Je vois, je me souviens.....................

Provenance : Al Faraby

lundi 12 décembre 2005

PRISONNIER

Je vous écris d’un endroit d’où je ne peux pas voir le ciel. Au plafond, il y a une ampoule qui m’éclaire faiblement. La clef dans la serrure fait un bruit qui m’est familier. J’ai toujours froid, de moins en moins d’appétit et de sommeil.

La douleur envahit mon squelette et dans ma tête, les souvenirs me ramènent à la vie. Je vois surtout des visages et des paysages. Mon exercice préféré est de m’attarder sur l’un d’eux, pendant une minute, une heure ou des journées ou des nuits entières.

Le temps ne compte pas.

Je plonge dans les moindres détails du front, des yeux, des oreilles, du nez, des lèvres, des joues ... Je recompose tout le visage et le replace à tous les endroits qui me sont connus. Dans la cuisine ou dans la salle à manger ou dans la chambre à coucher ou dans une rue ou sur la place du marché.

Je le vois sourire ou s’interroger ou s’étonner ou s’émerveiller ou parler ou quelque fois pleurer.
Je vois alors chaque larme couler. La chaleur de chacune me brûle la tête jusqu’à l’ivresse. Chacune charrie avec elle une infinité de souvenirs de profondes tristesses comme de grandes joies.

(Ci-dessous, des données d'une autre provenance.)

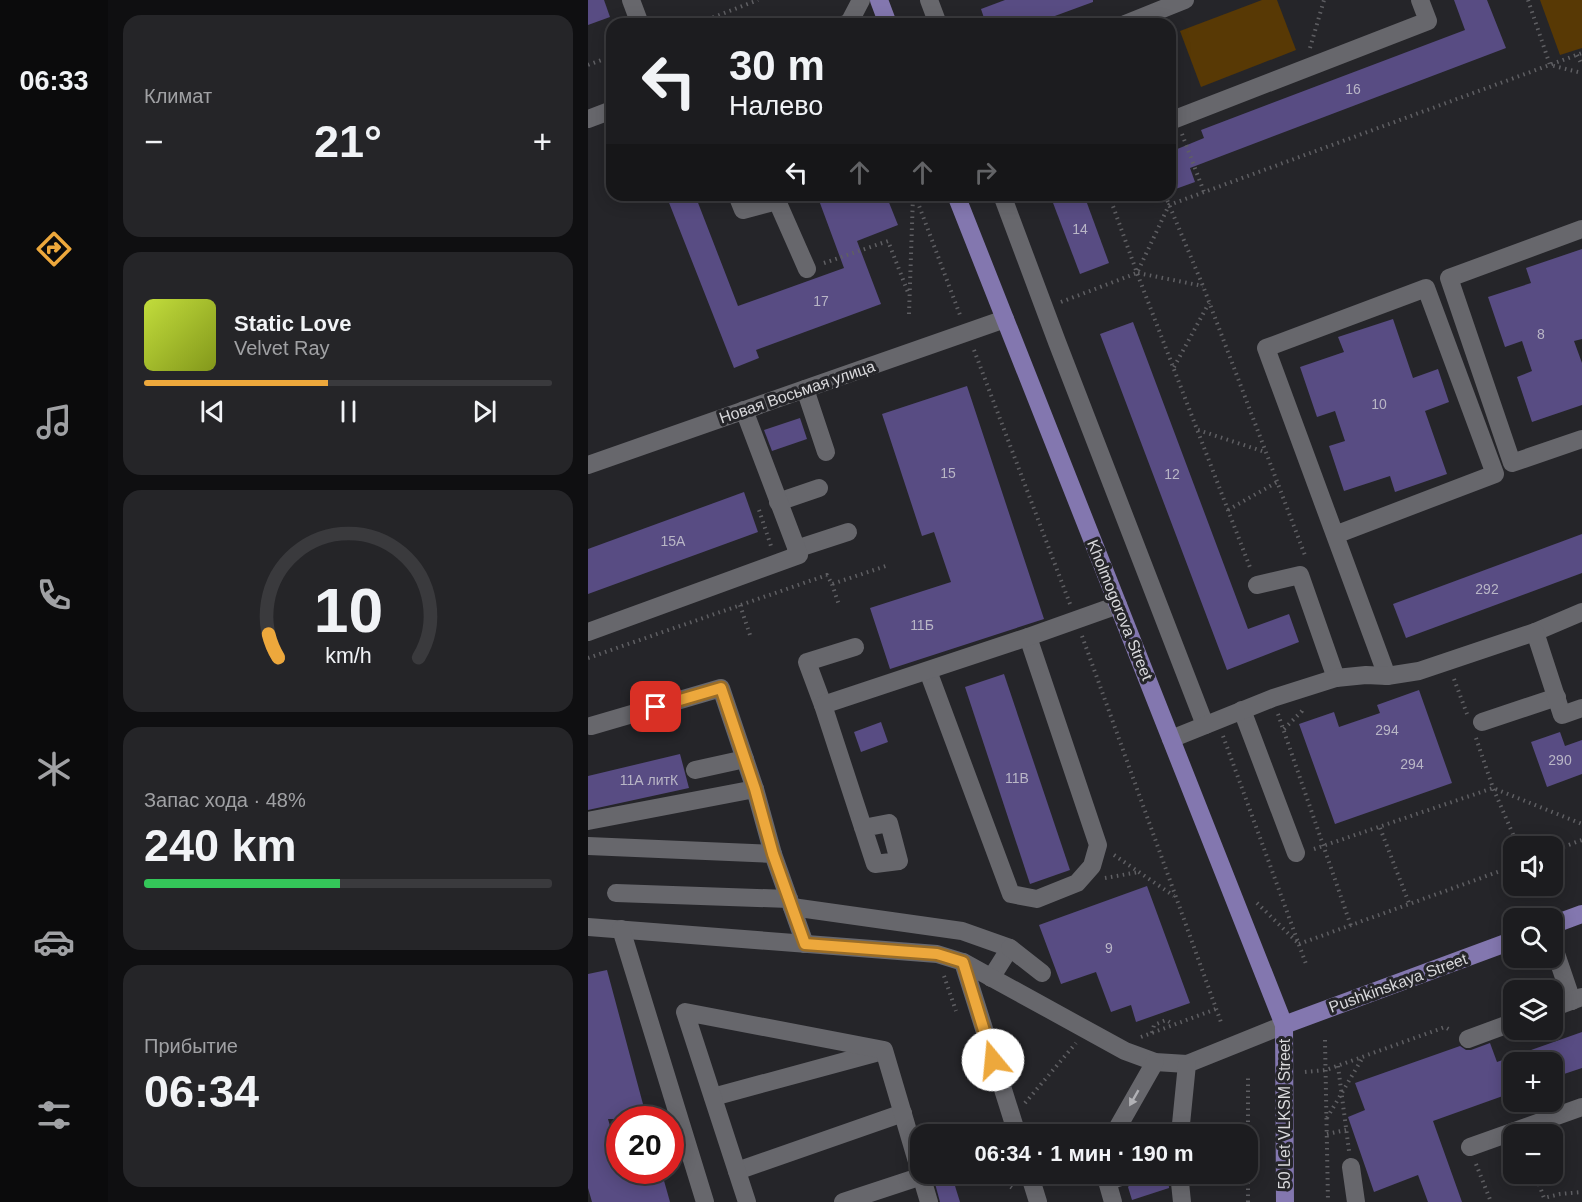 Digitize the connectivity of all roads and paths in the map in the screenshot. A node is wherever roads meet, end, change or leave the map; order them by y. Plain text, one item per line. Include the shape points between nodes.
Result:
1 (631, 0) edge
2 (758, 0) edge
3 (861, 0) edge
4 (879, 0) edge
5 (929, 0) edge
6 (1185, 0) edge
7 (1324, 0) edge
8 (1420, 0) edge
9 (1528, 0) edge
10 (638, 18) edge
11 (712, 18) edge
12 (853, 18) edge
13 (886, 18) edge
14 (936, 18) edge
15 (1140, 18) edge
16 (1580, 54) edge
17 (606, 58) edge
18 (1550, 64) junction
19 (588, 65) edge
20 (1582, 65) edge
21 (1304, 69) junction
22 (1582, 73) edge
23 (606, 112) edge
24 (588, 119) edge
25 (1176, 119) edge
26 (1176, 127) edge
27 (1204, 192) junction
28 (739, 201) edge
29 (777, 201) edge
30 (777, 201) edge
31 (914, 201) edge
32 (916, 201) edge
33 (958, 201) edge
34 (1004, 201) edge
35 (1111, 201) edge
36 (1167, 201) edge
37 (1169, 205) junction
38 (1582, 229) edge
39 (807, 269) joint
40 (1137, 273) junction
41 (1203, 286) junction
42 (909, 295) junction
43 (1209, 303) junction
44 (1047, 313) junction
45 (909, 314) dead end
46 (1005, 319) junction
47 (967, 332) junction
48 (1174, 368) junction
49 (805, 389) junction
50 (744, 410) junction
51 (1197, 430) junction
52 (1582, 439) edge
53 (826, 452) dead end
54 (1266, 452) junction
55 (588, 465) edge
56 (1277, 482) junction
57 (819, 488) dead end
58 (756, 501) dead end
59 (778, 502) junction
60 (1228, 510) junction
61 (848, 532) dead end
62 (1335, 536) junction
63 (796, 549) junction
64 (774, 553) dead end
65 (889, 565) dead end
66 (1300, 575) junction
67 (832, 584) junction
68 (1257, 585) joint
69 (740, 605) junction
70 (839, 605) dead end
71 (1118, 605) junction
72 (1582, 612) edge
73 (1077, 620) junction
74 (588, 632) edge
75 (1535, 632) junction
76 (1028, 637) junction
77 (751, 638) dead end
78 (855, 647) dead end
79 (588, 658) edge
80 (1448, 662) junction
81 (928, 671) junction
82 (1387, 676) junction
83 (1336, 678) junction
84 (1557, 697) junction
85 (1273, 698) junction
86 (823, 705) junction
87 (1582, 708) edge
88 (1242, 710) junction
89 (1205, 725) junction
90 (1475, 725) junction
91 (591, 726) dead end
92 (1170, 739) junction
93 (745, 759) junction
94 (695, 770) dead end
95 (1493, 788) junction
96 (755, 789) junction
97 (588, 821) edge
98 (1582, 824) edge
99 (863, 828) dead end
100 (1380, 828) junction
101 (1514, 836) edge
102 (1582, 840) edge
103 (1098, 845) junction
104 (588, 846) edge
105 (1324, 847) junction
106 (1563, 847) edge
107 (773, 854) junction
108 (1296, 854) joint
109 (1503, 870) edge
110 (616, 893) dead end
111 (1174, 896) junction
112 (791, 903) junction
113 (1409, 903) junction
114 (1582, 914) edge
115 (1563, 921) edge
116 (1351, 926) junction
117 (588, 927) edge
118 (621, 929) junction
119 (805, 944) junction
120 (1503, 944) edge
121 (1010, 948) junction
122 (963, 962) junction
123 (1306, 964) dead end
124 (1563, 967) edge
125 (1042, 973) dead end
126 (991, 978) junction
127 (1577, 999) edge
128 (1216, 1009) junction
129 (1173, 1024) junction
130 (1222, 1025) dead end
131 (1284, 1026) junction
132 (1503, 1026) edge
133 (1087, 1030) junction
134 (1158, 1031) dead end
135 (1152, 1033) dead end
136 (1468, 1039) joint
137 (1065, 1040) dead end
138 (1325, 1040) dead end
139 (1073, 1046) junction
140 (884, 1050) junction
141 (1363, 1057) junction
142 (1155, 1062) junction
143 (1187, 1064) junction
144 (1338, 1065) junction
145 (1326, 1070) junction
146 (1305, 1071) dead end
147 (1248, 1076) dead end
148 (1341, 1094) junction
149 (713, 1097) junction
150 (1582, 1107) edge
151 (903, 1113) junction
152 (1326, 1119) junction
153 (1013, 1124) edge
154 (1015, 1124) edge
155 (1120, 1124) edge
156 (1181, 1124) edge
157 (1248, 1124) edge
158 (1347, 1130) junction
159 (1327, 1134) junction
160 (910, 1138) edge
161 (1470, 1147) joint
162 (1351, 1167) joint
163 (737, 1171) junction
164 (910, 1180) edge
165 (923, 1184) edge
166 (1006, 1184) edge
167 (1032, 1184) edge
168 (1112, 1184) edge
169 (1180, 1184) edge
170 (1248, 1184) edge
171 (1539, 1184) edge
172 (1017, 1192) dead end
173 (1582, 1192) edge
174 (705, 1202) edge
175 (747, 1202) edge
176 (843, 1202) edge
177 (929, 1202) edge
178 (1038, 1202) edge
179 (1113, 1202) edge
180 (1182, 1202) edge
181 (1248, 1202) edge
182 (1285, 1202) edge
183 (1328, 1202) edge
184 (1356, 1202) edge
185 (1491, 1202) edge

1 - 10 street
2 - 11 path
3 - 12 street
4 - 13 main road
5 - 14 street
6 - 15 street
7 - 21 path
8 - 21 street via 1428,21
9 - 18 path
16 - 18 path
16 - 20 path
17 - 19 path
18 - 22 path
18 - 27 path
21 - 25 street
23 - 24 street
26 - 27 path
27 - 37 path
28 - 30 street via 743,210
29 - 39 street
31 - 42 path
32 - 47 path
33 - 46 main road, Kholmogorova Street
34 - 44 street
35 - 40 path
36 - 37 path
37 - 40 path
37 - 41 path
38 - 52 street via 1449,278 1512,463
39 - 42 path via 888,241
40 - 41 path
40 - 44 path via 1056,304
40 - 48 path
41 - 43 path
42 - 45 path
43 - 48 path
43 - 54 path
44 - 89 street
46 - 47 street, Новая Восьмая улица
46 - 71 main road, Kholmogorova Street
47 - 49 street, Новая Восьмая улица
47 - 73 path
48 - 51 path
49 - 50 street, Новая Восьмая улица
49 - 53 street
50 - 55 street, Новая Восьмая улица
50 - 59 street
51 - 54 path
51 - 60 path
54 - 56 path
56 - 60 path
56 - 66 path via 1308,563
57 - 59 street
58 - 64 path
59 - 63 street
60 - 68 path
61 - 63 street
62 - 62 street via 1266,348 1426,288 1495,474
62 - 82 street
63 - 74 street via 799,555
65 - 67 path
66 - 68 street
66 - 83 street
67 - 69 path via 827,575
67 - 70 path
69 - 77 path
69 - 79 path
71 - 73 street
71 - 92 main road, Kholmogorova Street
72 - 75 street
73 - 76 street
73 - 111 path
75 - 80 street
75 - 84 street
76 - 81 street
76 - 103 street
78 - 86 street via 807,662
80 - 82 street
80 - 90 path
81 - 86 street
81 - 103 street via 1011,894 1037,899 1077,883 1092,866
82 - 83 street
83 - 85 street
84 - 87 street via 1562,715
84 - 90 street
85 - 88 street
85 - 105 path
86 - 99 street
88 - 89 street
88 - 108 street
89 - 92 street
90 - 95 path
91 - 93 street via 721,688
92 - 131 main road, Kholmogorova Street
93 - 94 street
93 - 96 street
95 - 98 path
95 - 100 path
95 - 101 path
96 - 97 street
96 - 107 street
100 - 105 path
100 - 113 path
102 - 106 path
103 - 111 path
104 - 107 street
105 - 108 path
105 - 116 path
107 - 112 street
109 - 113 path
110 - 112 street
111 - 128 path
112 - 119 street
112 - 121 street via 962,932
113 - 116 path
114 - 115 main road
116 - 123 path via 1299,944
117 - 118 street
118 - 119 street
118 - 174 street
119 - 122 street via 937,954
120 - 131 main road, Pushkinskaya Street
121 - 125 street
121 - 126 street
122 - 126 street
122 - 153 street
124 - 127 street
126 - 133 street
128 - 129 path
128 - 130 path
129 - 134 path
129 - 135 path via 1166,1020 1154,1025
131 - 143 street
131 - 182 main road, 50 Let VLKSM Street
132 - 136 street
133 - 139 path
133 - 142 street via 1125,1052
136 - 141 path via 1445,1027
137 - 139 path
138 - 145 path
139 - 154 path
140 - 149 street
140 - 149 street via 685,1012
140 - 151 street
141 - 144 path
141 - 148 path
142 - 143 street
142 -> 155 street
143 - 156 street
144 - 145 path
144 - 148 path
145 - 146 path
145 - 152 path
147 - 157 path
148 - 152 path
148 - 158 path
149 - 163 street
150 - 161 street
151 - 160 street
151 - 163 street
152 - 159 path
158 - 159 path
158 - 162 path
159 - 183 path
161 - 185 path
162 - 184 street
163 - 175 street
164 - 176 street
165 - 177 street
166 - 172 path
167 - 178 street
168 - 179 street
169 - 180 street
170 - 181 path
171 - 173 path via 1544,1198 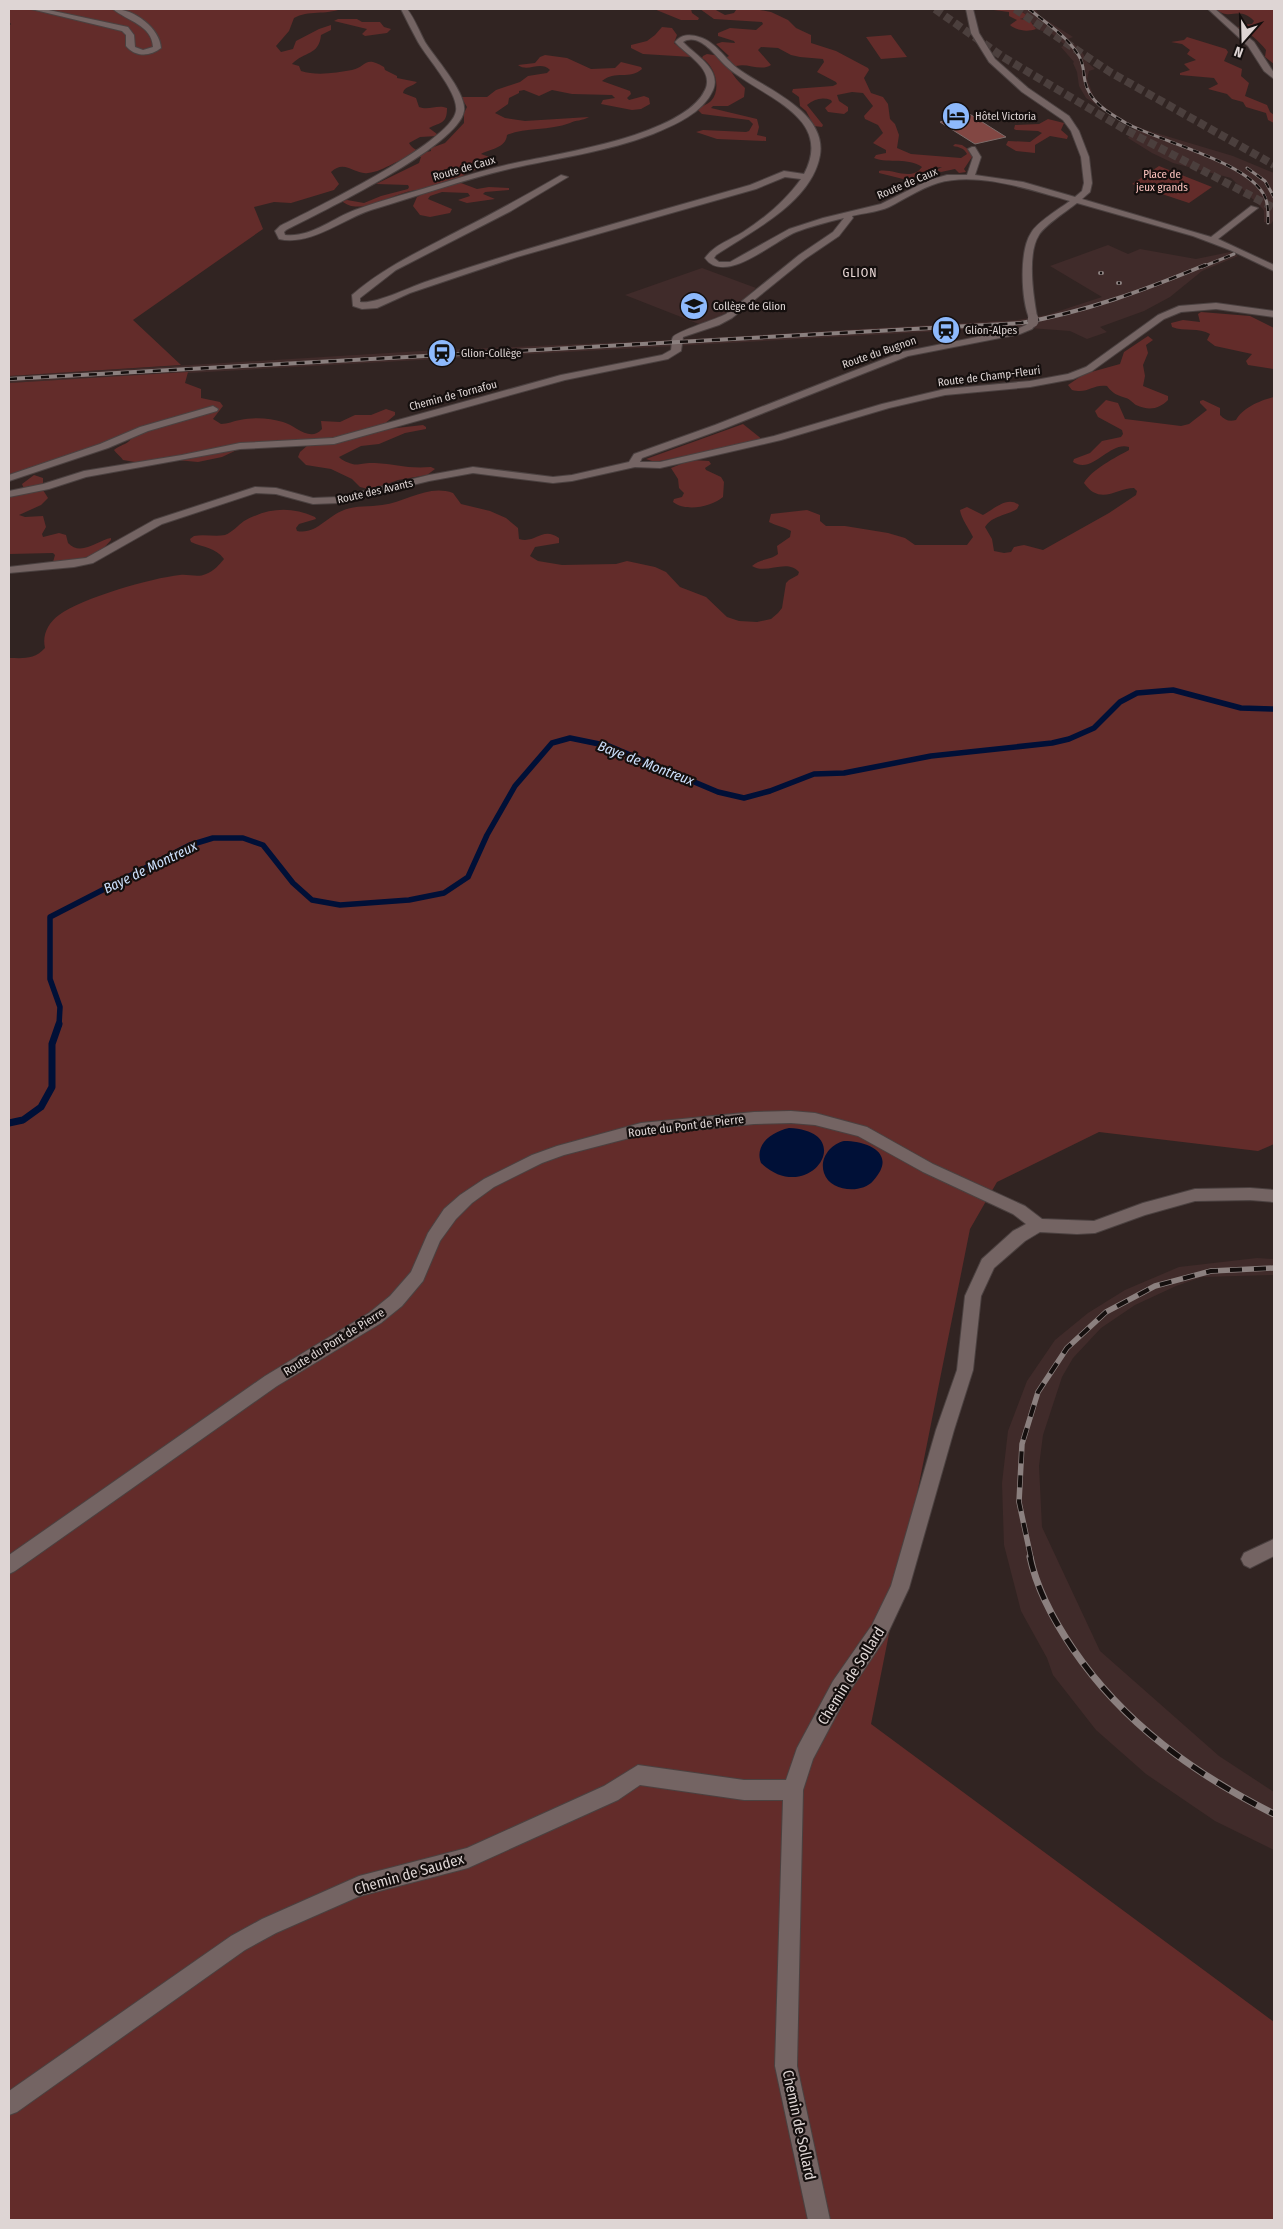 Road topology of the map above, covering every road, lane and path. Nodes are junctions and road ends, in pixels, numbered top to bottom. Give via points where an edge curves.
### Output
1 (35, 9) edge
2 (117, 9) edge
3 (404, 9) edge
4 (968, 9) edge
5 (1210, 9) edge
6 (1274, 76) edge
7 (972, 149) dead end
8 (564, 177) dead end
9 (808, 177) junction
10 (970, 177) junction
11 (1076, 201) junction
12 (1254, 208) dead end
13 (847, 215) junction
14 (1212, 240) junction
15 (1274, 268) edge
16 (1274, 314) edge
17 (213, 410) dead end
18 (635, 464) junction
19 (9, 478) edge
20 (9, 494) edge
21 (9, 570) edge
22 (1274, 1196) edge
23 (1038, 1225) junction
24 (1274, 1547) edge
25 (1250, 1559) dead end
26 (9, 1565) edge
27 (793, 1790) junction
28 (9, 2104) edge
29 (819, 2220) edge

1 - 2 street via 125,29 130,35 130,46 137,52 150,52 157,48 152,32
3 - 9 street, Route de Caux via 455,96 460,108 456,121 439,138 388,171 283,228 279,234 282,237 301,238 344,217 421,192 536,160 598,148 671,124 698,104 710,87 710,75 704,64 679,42 688,37 702,39 729,66 785,100 804,118 816,149
4 - 11 street via 975,33 992,60 1024,90 1066,118 1075,131 1085,157 1088,183 1086,192
5 - 6 street via 1257,50 1264,67
7 - 10 street via 977,157
8 - 9 street via 385,273 355,298 356,304 374,306 506,258 753,187 781,175
9 - 13 street, Route de Caux via 794,194 747,233 713,253 710,260 716,264 732,264 792,231
10 - 11 street, Route de Caux via 1012,182
10 - 13 street, Route de Caux via 932,182 884,206
11 - 14 street, Route de Caux
11 - 18 street, Route du Bugnon via 1035,233 1032,239 1027,259 1032,324 1025,330 904,354 638,456
12 - 14 street
13 - 20 street, Chemin de Tornafou via 849,218 836,234 729,316 680,335 676,351 665,357 564,377 334,440 240,446 84,474 46,487
14 - 15 street, Route de Caux
16 - 18 street, Route de Champ-Fleuri via 1216,306 1178,309 1165,314 1089,369 1070,377 945,392 726,450 660,465
17 - 19 street via 144,429
18 - 21 street, Route des Avants via 554,480 492,471 467,471 331,501 313,501 276,491 255,490 158,522 89,561
22 - 23 street via 1195,1195 1096,1226
23 - 26 street, Route du Pont de Pierre via 1019,1210 928,1168 862,1131 815,1119 791,1116 672,1125 632,1131 562,1150 489,1183 466,1199 450,1214 434,1238 417,1276 396,1301 375,1318 271,1381
23 - 27 street, Chemin de Sollard via 1019,1236 988,1264 973,1296 965,1370 900,1588 879,1632 840,1688 808,1747
24 - 25 street
27 - 28 street, Chemin de Saudex via 744,1790 638,1775 611,1793 468,1858 360,1886 238,1943
27 - 29 street, Chemin de Sollard via 786,2066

Je vois les larmes du deuil, de la séparation finale. Celles qui jaillissent abondamment et qui étranglent la voix. Celles qui vont arroser les lèvres tremblantes au-dessus de l’autre visage figé dans l’éternité. Celui de l’unique enfant que j’aurai à peine connu.

Je vois les larmes du bonheur, de l’amour secret et de l’extase. Celles qui surprennent et qui font rire. Celles qu’on partage dans une étreinte sans retenue.

Je me souviens du jour où, pour la première fois, j’ai pris sa main. A cet instant précis, elle a fermé les yeux !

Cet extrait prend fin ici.